Las señoras con bata que conozco de cerca son gallegas o del norte de Portugal y las visten tanto para apañar berberechos como para recoger lechugas de su huerta. Las posibilidades son infinitas. Si un visitante llegase sin referencias e hiciese una ruta por la península ibérica, como aquellos viajeros del siglo XIX, probablemente describiría a la mujer de estas tierras con su bata, los brazos en jarras y un cuchillo en la mano. Un cuchillo que tanto podría servir para despiezar un pollo como para cortar una manzana y llevarse los pedazos a la boca en el borde mismo del filo. Con pequeños matices de unas zonas a otras, hay en todas ellas una especie de acervo común aunque no se conozcan, un código de honor bajo el cual la bata es el símbolo de quien es capaz de todo.

Una empieza a entender cuando seguramente ya es tarde que lo cotidiano entraña tanto misterio como aquello a lo que aspiramos y nos parece lejanísimo. Heredé hace unos años una bata de mi abuela y la he guardado todo este tiempo como un recuerdo más que como un símbolo. La memoria puede estar en cualquier parte, incluso en una prenda gastada de poliéster y algodón. Hace poco, medio en broma, le pedí a mi madre que si pasaba por un mercadillo me comprase una bata. En ese momento me pareció una buena idea tener una propia. Cuando llegó a Berlín, nueva e impecablemente doblada, me pareció un objeto distante y casi irreconocible.

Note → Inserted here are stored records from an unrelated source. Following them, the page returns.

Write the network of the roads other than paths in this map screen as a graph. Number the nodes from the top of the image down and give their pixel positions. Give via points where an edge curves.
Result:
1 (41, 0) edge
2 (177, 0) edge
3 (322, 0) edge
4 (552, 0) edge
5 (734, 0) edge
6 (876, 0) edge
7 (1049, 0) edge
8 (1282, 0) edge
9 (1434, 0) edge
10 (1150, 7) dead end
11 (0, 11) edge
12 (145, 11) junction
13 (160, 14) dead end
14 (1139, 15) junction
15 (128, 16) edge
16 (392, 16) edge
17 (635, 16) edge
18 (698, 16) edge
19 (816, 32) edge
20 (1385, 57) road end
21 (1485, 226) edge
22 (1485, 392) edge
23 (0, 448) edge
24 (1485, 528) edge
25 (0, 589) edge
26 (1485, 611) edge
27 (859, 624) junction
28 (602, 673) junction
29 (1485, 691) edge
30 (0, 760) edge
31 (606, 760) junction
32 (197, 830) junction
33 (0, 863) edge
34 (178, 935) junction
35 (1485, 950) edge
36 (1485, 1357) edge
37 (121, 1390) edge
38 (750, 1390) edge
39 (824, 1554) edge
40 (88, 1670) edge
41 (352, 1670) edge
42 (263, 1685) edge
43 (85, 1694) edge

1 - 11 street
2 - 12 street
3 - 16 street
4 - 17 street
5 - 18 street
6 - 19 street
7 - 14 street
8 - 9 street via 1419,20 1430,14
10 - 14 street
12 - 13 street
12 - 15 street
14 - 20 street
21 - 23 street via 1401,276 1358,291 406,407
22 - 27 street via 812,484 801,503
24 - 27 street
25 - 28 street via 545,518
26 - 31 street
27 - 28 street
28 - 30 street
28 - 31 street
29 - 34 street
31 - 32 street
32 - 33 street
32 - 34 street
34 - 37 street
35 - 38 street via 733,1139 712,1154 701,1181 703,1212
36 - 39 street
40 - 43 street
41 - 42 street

Caí en la cuenta de que mi cerebro no concebía la posibilidad de que una bata estuviese en algún momento sin estrenar, sin una mancha ni un hilo suelto y empecé seriamente a preguntarme cuántos detalles más se me habrán pasado por alto mientras estaba atenta a otras cosas. Las verdades obvias están siempre ahí, acechando, demostrándonos que no lo sabemos todo, que un paisaje conocido puede ser un enigma que nos empeñamos en no desentrañar, con todo el peligro que eso implica. No reconocer de dónde venimos lleva aparejado el peligro de no saber quiénes somos.

Decía Milan Kundera que lo kitsch es una especie de barniz que se aplica a la fealdad cotidiana con el fin de hacerla más atractiva para todo el mundo, un filtro estético que apela al sentimentalismo fácil. Los personajes y los objetos se despojan de matices incómodos y se vuelven más agradables, más inofensivos. Aplicando esa regla, una señora en bata sería una abuelita entrañable dando de comer a las gallinas, una madre abnegada amasando pan, una tía soltera que pinta tazas de loza los domingos con las amigas. Una postal de candor, en definitiva.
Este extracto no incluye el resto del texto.